- _Work to be completed_
Your task is to output the listing word for word, with pictures excluded.

BEGIN Record set

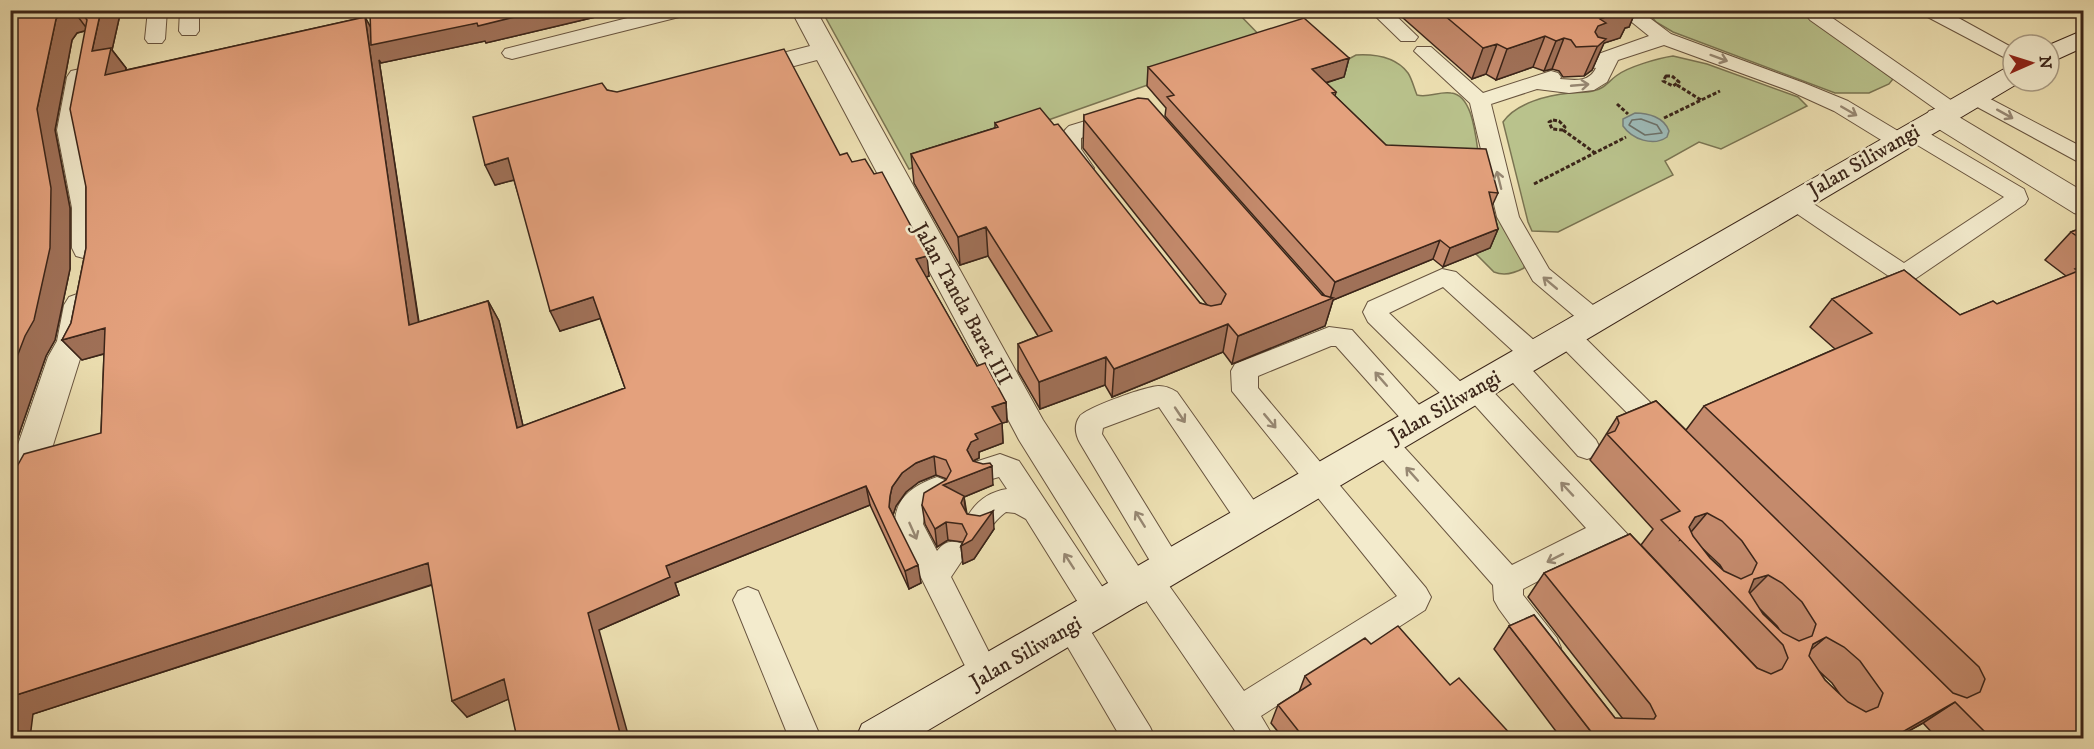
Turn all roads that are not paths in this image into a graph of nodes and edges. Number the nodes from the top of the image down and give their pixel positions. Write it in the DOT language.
graph roads {
  1 [pos="158,10"];
  2 [pos="190,10"];
  3 [pos="684,10"];
  4 [pos="803,10"];
  5 [pos="1378,10"];
  6 [pos="1626,10"];
  7 [pos="1929,10"];
  8 [pos="1819,12"];
  9 [pos="189,31"];
  10 [pos="1408,37"];
  11 [pos="2084,37"];
  12 [pos="1664,38"];
  13 [pos="155,39"];
  14 [pos="2001,49"];
  15 [pos="2061,49"];
  16 [pos="824,50"];
  17 [pos="85,51"];
  18 [pos="1424,51"];
  19 [pos="513,53"];
  20 [pos="1554,76"];
  21 [pos="724,77"];
  22 [pos="1534,82"];
  23 [pos="2001,82"];
  24 [pos="1975,97"];
  25 [pos="1480,100"];
  26 [pos="1945,114"];
  27 [pos="1136,116"];
  28 [pos="1906,137"];
  29 [pos="2084,158"];
  30 [pos="1098,187"];
  31 [pos="1795,202"];
  32 [pos="2084,206"];
  33 [pos="1581,328"];
  34 [pos="1524,361"];
  35 [pos="1468,394"];
  36 [pos="1420,423"];
  37 [pos="1384,443"];
  38 [pos="1587,448"];
  39 [pos="1680,449"];
  40 [pos="985,470"];
  41 [pos="1320,481"];
  42 [pos="19,485"];
  43 [pos="937,489"];
  44 [pos="1037,511"];
  45 [pos="979,521"];
  46 [pos="1252,521"];
  47 [pos="1607,531"];
  48 [pos="953,553"];
  49 [pos="935,575"];
  50 [pos="1151,580"];
  51 [pos="1507,580"];
  52 [pos="1656,584"];
  53 [pos="748,600"];
  54 [pos="1086,619"];
  55 [pos="1566,674"];
  56 [pos="986,676"];
  57 [pos="1239,712"];
  58 [pos="805,738"];
  59 [pos="878,738"];
  60 [pos="1140,738"];
  61 [pos="1258,738"];
  1 -- 13 [label="lane"];
  2 -- 9 [label="lane"];
  3 -- 19 [label="lane"];
  4 -- 16 [label="street, Jalan Tanda Barat III"];
  5 -- 10 [label="lane"];
  6 -- 12 [label="lane"];
  7 -- 14 [label="lane"];
  8 -- 26 [label="lane"];
  11 -- 15 [label="street"];
  22 -- 12 [label="lane, one-way"];
  12 -- 28 [label="lane, one-way"];
  16 -- 21 [label="street"];
  16 -- 50 [label="street, Jalan Tanda Barat III"];
  17 -- 42 [label="street"];
  18 -- 25 [label="lane"];
  20 -- 22 [label="lane"];
  22 -- 25 [label="lane"];
  23 -- 24 [label="street, Jalan Siliwangi"];
  24 -- 26 [label="street, Jalan Siliwangi"];
  24 -- 29 [label="lane, one-way"];
  33 -- 25 [label="lane, one-way"];
  26 -- 28 [label="street, Jalan Siliwangi"];
  26 -- 32 [label="street"];
  27 -- 30 [label="lane"];
  28 -- 31 [label="street, Jalan Siliwangi"];
  28 -- 31 [label="lane"];
  31 -- 33 [label="street, Jalan Siliwangi"];
  33 -- 34 [label="street, Jalan Siliwangi"];
  33 -- 39 [label="lane"];
  34 -- 35 [label="street, Jalan Siliwangi"];
  34 -- 35 [label="lane"];
  34 -- 38 [label="lane"];
  35 -- 36 [label="street, Jalan Siliwangi"];
  47 -- 35 [label="lane, one-way"];
  36 -- 37 [label="street, Jalan Siliwangi"];
  36 -- 41 [label="lane, one-way"];
  37 -- 41 [label="street, Jalan Siliwangi"];
  51 -- 37 [label="lane, one-way"];
  40 -- 44 [label="lane"];
  41 -- 46 [label="street, Jalan Siliwangi"];
  41 -- 57 [label="lane"];
  43 -- 49 [label="lane, one-way"];
  44 -- 45 [label="lane"];
  54 -- 44 [label="lane, one-way"];
  46 -- 50 [label="street, Jalan Siliwangi"];
  50 -- 46 [label="lane, one-way"];
  47 -- 51 [label="lane, one-way"];
  47 -- 52 [label="lane"];
  48 -- 49 [label="lane"];
  49 -- 56 [label="lane"];
  50 -- 54 [label="street, Jalan Siliwangi"];
  50 -- 57 [label="lane"];
  51 -- 55 [label="lane"];
  53 -- 58 [label="lane"];
  54 -- 56 [label="street, Jalan Siliwangi"];
  54 -- 60 [label="lane"];
  56 -- 59 [label="street, Jalan Siliwangi"];
  57 -- 61 [label="lane"];
}
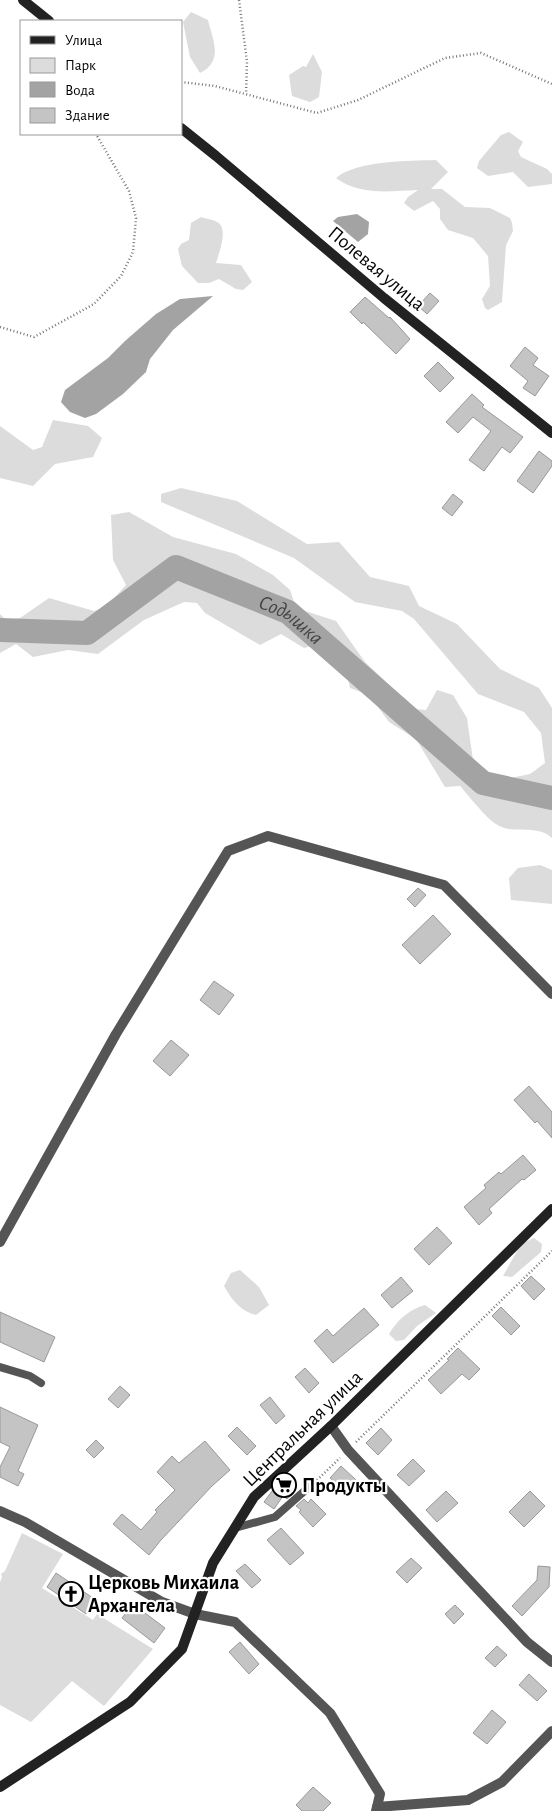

END Record set

- _Worked solution_
Turn all roads that are not paths in this image into a graph of nodes and edges. Number the nodes from the top of the image down and give their pixel positions. Write it in the DOT language.
graph roads {
  1 [pos="158,10"];
  2 [pos="190,10"];
  3 [pos="684,10"];
  4 [pos="803,10"];
  5 [pos="1378,10"];
  6 [pos="1626,10"];
  7 [pos="1929,10"];
  8 [pos="1819,12"];
  9 [pos="189,31"];
  10 [pos="1408,37"];
  11 [pos="2084,37"];
  12 [pos="1664,38"];
  13 [pos="155,39"];
  14 [pos="2001,49"];
  15 [pos="2061,49"];
  16 [pos="824,50"];
  17 [pos="85,51"];
  18 [pos="1424,51"];
  19 [pos="513,53"];
  20 [pos="1554,76"];
  21 [pos="724,77"];
  22 [pos="1534,82"];
  23 [pos="2001,82"];
  24 [pos="1975,97"];
  25 [pos="1480,100"];
  26 [pos="1945,114"];
  27 [pos="1136,116"];
  28 [pos="1906,137"];
  29 [pos="2084,158"];
  30 [pos="1098,187"];
  31 [pos="1795,202"];
  32 [pos="2084,206"];
  33 [pos="1581,328"];
  34 [pos="1524,361"];
  35 [pos="1468,394"];
  36 [pos="1420,423"];
  37 [pos="1384,443"];
  38 [pos="1587,448"];
  39 [pos="1680,449"];
  40 [pos="985,470"];
  41 [pos="1320,481"];
  42 [pos="19,485"];
  43 [pos="937,489"];
  44 [pos="1037,511"];
  45 [pos="979,521"];
  46 [pos="1252,521"];
  47 [pos="1607,531"];
  48 [pos="953,553"];
  49 [pos="935,575"];
  50 [pos="1151,580"];
  51 [pos="1507,580"];
  52 [pos="1656,584"];
  53 [pos="748,600"];
  54 [pos="1086,619"];
  55 [pos="1566,674"];
  56 [pos="986,676"];
  57 [pos="1239,712"];
  58 [pos="805,738"];
  59 [pos="878,738"];
  60 [pos="1140,738"];
  61 [pos="1258,738"];
  1 -- 13 [label="lane"];
  2 -- 9 [label="lane"];
  3 -- 19 [label="lane"];
  4 -- 16 [label="street, Jalan Tanda Barat III"];
  5 -- 10 [label="lane"];
  6 -- 12 [label="lane"];
  7 -- 14 [label="lane"];
  8 -- 26 [label="lane"];
  11 -- 15 [label="street"];
  22 -- 12 [label="lane, one-way"];
  12 -- 28 [label="lane, one-way"];
  16 -- 21 [label="street"];
  16 -- 50 [label="street, Jalan Tanda Barat III"];
  17 -- 42 [label="street"];
  18 -- 25 [label="lane"];
  20 -- 22 [label="lane"];
  22 -- 25 [label="lane"];
  23 -- 24 [label="street, Jalan Siliwangi"];
  24 -- 26 [label="street, Jalan Siliwangi"];
  24 -- 29 [label="lane, one-way"];
  33 -- 25 [label="lane, one-way"];
  26 -- 28 [label="street, Jalan Siliwangi"];
  26 -- 32 [label="street"];
  27 -- 30 [label="lane"];
  28 -- 31 [label="street, Jalan Siliwangi"];
  28 -- 31 [label="lane"];
  31 -- 33 [label="street, Jalan Siliwangi"];
  33 -- 34 [label="street, Jalan Siliwangi"];
  33 -- 39 [label="lane"];
  34 -- 35 [label="street, Jalan Siliwangi"];
  34 -- 35 [label="lane"];
  34 -- 38 [label="lane"];
  35 -- 36 [label="street, Jalan Siliwangi"];
  47 -- 35 [label="lane, one-way"];
  36 -- 37 [label="street, Jalan Siliwangi"];
  36 -- 41 [label="lane, one-way"];
  37 -- 41 [label="street, Jalan Siliwangi"];
  51 -- 37 [label="lane, one-way"];
  40 -- 44 [label="lane"];
  41 -- 46 [label="street, Jalan Siliwangi"];
  41 -- 57 [label="lane"];
  43 -- 49 [label="lane, one-way"];
  44 -- 45 [label="lane"];
  54 -- 44 [label="lane, one-way"];
  46 -- 50 [label="street, Jalan Siliwangi"];
  50 -- 46 [label="lane, one-way"];
  47 -- 51 [label="lane, one-way"];
  47 -- 52 [label="lane"];
  48 -- 49 [label="lane"];
  49 -- 56 [label="lane"];
  50 -- 54 [label="street, Jalan Siliwangi"];
  50 -- 57 [label="lane"];
  51 -- 55 [label="lane"];
  53 -- 58 [label="lane"];
  54 -- 56 [label="street, Jalan Siliwangi"];
  54 -- 60 [label="lane"];
  56 -- 59 [label="street, Jalan Siliwangi"];
  57 -- 61 [label="lane"];
}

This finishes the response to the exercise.